● ASSIGNMENT
Using the material that follows, identify and copy each line with the string "Friedrich".

[Start of Attachment]

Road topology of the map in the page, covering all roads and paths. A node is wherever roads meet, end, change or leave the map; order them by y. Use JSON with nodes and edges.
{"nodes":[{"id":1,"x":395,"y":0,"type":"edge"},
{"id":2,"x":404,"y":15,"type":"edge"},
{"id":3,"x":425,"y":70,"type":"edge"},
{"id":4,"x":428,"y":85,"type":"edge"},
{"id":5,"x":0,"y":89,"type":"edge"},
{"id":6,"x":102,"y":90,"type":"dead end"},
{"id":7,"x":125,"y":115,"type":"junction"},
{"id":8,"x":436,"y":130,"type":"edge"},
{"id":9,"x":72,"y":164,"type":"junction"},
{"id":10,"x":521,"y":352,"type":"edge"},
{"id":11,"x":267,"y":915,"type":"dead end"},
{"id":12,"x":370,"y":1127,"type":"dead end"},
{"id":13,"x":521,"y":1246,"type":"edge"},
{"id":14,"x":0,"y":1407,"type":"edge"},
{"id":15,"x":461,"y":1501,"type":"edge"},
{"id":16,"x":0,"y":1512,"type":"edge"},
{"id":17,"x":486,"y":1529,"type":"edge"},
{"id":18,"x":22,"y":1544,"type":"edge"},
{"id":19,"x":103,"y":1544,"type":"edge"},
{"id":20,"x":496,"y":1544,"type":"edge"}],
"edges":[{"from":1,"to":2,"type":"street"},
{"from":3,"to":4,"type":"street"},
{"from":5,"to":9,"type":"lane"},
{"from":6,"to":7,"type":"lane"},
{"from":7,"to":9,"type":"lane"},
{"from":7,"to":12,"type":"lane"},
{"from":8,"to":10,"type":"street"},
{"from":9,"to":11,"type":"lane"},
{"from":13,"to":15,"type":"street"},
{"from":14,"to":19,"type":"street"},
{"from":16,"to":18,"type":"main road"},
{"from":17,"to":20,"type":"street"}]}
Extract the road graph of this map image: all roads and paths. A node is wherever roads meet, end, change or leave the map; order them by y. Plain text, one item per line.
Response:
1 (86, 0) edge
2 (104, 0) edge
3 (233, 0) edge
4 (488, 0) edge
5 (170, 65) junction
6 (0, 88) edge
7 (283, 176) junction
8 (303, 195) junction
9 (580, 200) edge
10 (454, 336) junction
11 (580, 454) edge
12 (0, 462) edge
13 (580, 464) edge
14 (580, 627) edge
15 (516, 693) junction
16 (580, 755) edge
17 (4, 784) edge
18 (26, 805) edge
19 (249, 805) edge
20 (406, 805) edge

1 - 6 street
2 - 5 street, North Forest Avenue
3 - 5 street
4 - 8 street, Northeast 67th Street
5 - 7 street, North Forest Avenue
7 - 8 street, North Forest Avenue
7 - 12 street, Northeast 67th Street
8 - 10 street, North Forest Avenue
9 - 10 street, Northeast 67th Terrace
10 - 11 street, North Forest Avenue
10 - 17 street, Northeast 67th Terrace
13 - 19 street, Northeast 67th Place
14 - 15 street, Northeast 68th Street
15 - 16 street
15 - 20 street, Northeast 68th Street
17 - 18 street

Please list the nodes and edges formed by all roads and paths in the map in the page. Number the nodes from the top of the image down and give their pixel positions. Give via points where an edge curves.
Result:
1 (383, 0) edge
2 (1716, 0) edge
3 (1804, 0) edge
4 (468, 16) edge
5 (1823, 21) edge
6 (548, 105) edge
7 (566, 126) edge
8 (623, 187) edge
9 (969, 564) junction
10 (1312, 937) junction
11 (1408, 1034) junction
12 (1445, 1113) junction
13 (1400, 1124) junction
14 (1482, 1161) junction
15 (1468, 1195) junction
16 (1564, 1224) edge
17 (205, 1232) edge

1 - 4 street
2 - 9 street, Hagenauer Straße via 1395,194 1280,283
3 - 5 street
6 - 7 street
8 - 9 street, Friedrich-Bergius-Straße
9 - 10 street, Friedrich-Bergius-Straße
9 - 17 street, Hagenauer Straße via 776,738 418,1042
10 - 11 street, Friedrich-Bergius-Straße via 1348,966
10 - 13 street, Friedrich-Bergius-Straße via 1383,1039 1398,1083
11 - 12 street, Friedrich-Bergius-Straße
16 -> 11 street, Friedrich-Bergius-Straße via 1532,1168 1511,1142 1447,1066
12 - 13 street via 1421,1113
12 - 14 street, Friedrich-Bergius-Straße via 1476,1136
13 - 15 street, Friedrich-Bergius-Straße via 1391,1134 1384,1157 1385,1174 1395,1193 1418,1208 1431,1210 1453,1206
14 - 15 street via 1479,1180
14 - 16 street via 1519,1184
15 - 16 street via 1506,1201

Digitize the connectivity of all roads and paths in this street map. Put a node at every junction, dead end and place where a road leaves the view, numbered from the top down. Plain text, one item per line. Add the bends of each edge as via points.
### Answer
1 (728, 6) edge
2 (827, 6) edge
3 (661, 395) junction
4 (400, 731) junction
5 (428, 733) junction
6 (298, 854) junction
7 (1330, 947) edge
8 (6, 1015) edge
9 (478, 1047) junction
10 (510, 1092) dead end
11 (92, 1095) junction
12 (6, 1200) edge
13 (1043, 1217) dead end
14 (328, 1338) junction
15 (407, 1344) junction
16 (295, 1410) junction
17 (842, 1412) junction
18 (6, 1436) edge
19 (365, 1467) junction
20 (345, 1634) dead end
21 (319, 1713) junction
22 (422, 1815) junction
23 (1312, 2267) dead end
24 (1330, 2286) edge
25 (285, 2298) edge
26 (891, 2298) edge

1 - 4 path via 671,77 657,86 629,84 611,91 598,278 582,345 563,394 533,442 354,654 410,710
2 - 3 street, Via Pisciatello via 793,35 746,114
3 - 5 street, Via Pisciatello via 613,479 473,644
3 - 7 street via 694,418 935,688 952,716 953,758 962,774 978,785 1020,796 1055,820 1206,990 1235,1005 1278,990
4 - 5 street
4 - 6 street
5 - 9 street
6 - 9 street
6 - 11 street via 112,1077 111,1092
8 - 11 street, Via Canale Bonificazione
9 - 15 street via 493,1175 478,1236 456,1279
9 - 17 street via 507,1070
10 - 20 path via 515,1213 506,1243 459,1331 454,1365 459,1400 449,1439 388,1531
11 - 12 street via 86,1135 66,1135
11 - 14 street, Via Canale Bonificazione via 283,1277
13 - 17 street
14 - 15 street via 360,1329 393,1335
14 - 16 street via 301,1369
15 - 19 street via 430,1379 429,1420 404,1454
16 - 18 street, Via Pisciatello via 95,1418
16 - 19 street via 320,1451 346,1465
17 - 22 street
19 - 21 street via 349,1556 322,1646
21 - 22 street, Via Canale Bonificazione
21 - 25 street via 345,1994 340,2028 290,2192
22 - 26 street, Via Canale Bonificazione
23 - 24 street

[End of Attachment]

● PROBLEM SOLUTION
8 - 9 street, Friedrich-Bergius-Straße
9 - 10 street, Friedrich-Bergius-Straße
10 - 11 street, Friedrich-Bergius-Straße via 1348,966
10 - 13 street, Friedrich-Bergius-Straße via 1383,1039 1398,1083
11 - 12 street, Friedrich-Bergius-Straße
16 -> 11 street, Friedrich-Bergius-Straße via 1532,1168 1511,1142 1447,1066
12 - 14 street, Friedrich-Bergius-Straße via 1476,1136
13 - 15 street, Friedrich-Bergius-Straße via 1391,1134 1384,1157 1385,1174 1395,1193 1418,1208 1431,1210 1453,1206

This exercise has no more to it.